Ademir Luiz, na Revista Bula

O escritor gaúcho Luis Fernando Verissimo, na crônica “Fobia”, publicada no divertidíssimo livro “Banquete Com os Deuses”, admitiu que lê obsessivamente qualquer coisa, de manuais de tricô até etiquetas de lençóis, passando pelo mais pueril best-seller, movido pela pura e simples “dependência patológica na palavra impressa”. Eu, extrapolando a tese do filho do Erico, acredito que com algum treino, masoquismo, espírito vadio e senso de humor, esse vício pode se transformar num divertido teste de resistência intelectual. Pode ser tanto na categoria de provas rápidas, lendo frases sem pai nem mãe na internet, ou maratonista, dispondo-se a percorrer inteiras obras obradas e assinadas. De fato, seguir pelas páginas de certos livros pode ser considerado um esporte radial, uma corrida de obstáculos cognitiva. O cérebro treme, pula, ameaça entrar em colapso, mas o verdadeiro atleta não desiste. Exemplos? Apontar livros de Paulo Coelho, “50 Tons de Cinza” ou da série “Crepúsculo” é para amadores. A verdade é que alguns clássicos e semi-clássicos, assinados sem rubor por escritores de prestígio, bem poderiam estar na lista, ao lado de certas pérolas do improvável. O verdadeiro fundista “dependente patológico” mergulha bem mais fundo no submundo da “palavra impressa”.
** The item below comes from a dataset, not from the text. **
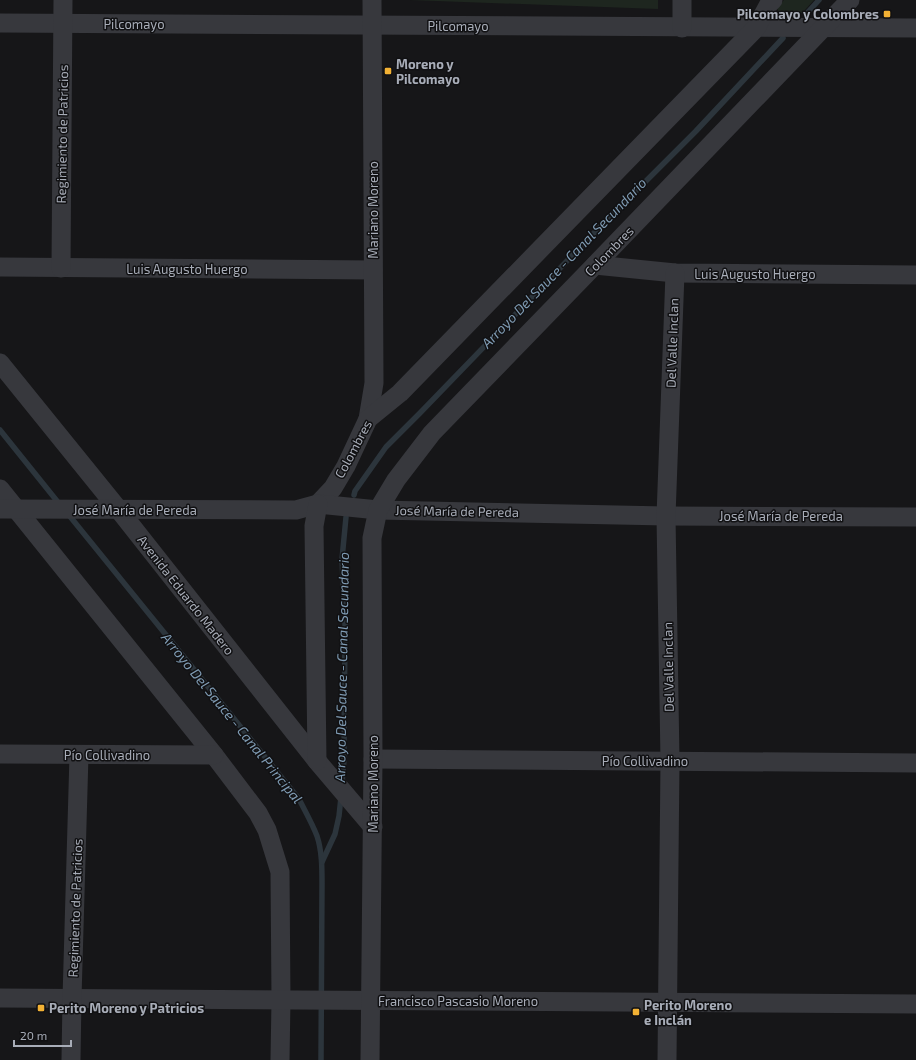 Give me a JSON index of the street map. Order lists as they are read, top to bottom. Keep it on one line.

Condenado a Falar, de Jorge Kajuru

O livro é uma coletânea da vida e da obra do jornalista esportivo. Mais obra do que vida, diga-se. Entre outras pérolas imperdíveis, Kajuru compôs poemas em homenagem a Hebe Camargo e Adriane Galisteu. Mais curioso do que Jorge transmudar-se em poeta é Jorge homenageando as homenageadas. Salve, Jorge! Não, não salve, delete.

Caminho das Borboletas, de Adriane Galisteu (depoimento a Nirlando Beirão)

Falando nela, por amor ao automobilismo li essa tentativa da modelo atriz apresentadora se estabelecer no inconsciente coletivo como viúva de Ayrton Senna. Diz a lenda que não há palavras com X no livro. Será?

Relógio Belisário, de J. J. Veiga

Sim, J. J. Veiga é um grande escritor. Sim, a “Máquina Extraviada” é um dos melhores contos brasileiros de todos os tempos. Sim, J. J. merece respeito. Tudo isso é verdade, assim como é verdade que esse livro é uma ofensa a inteligência do leitor e ao talento do autor.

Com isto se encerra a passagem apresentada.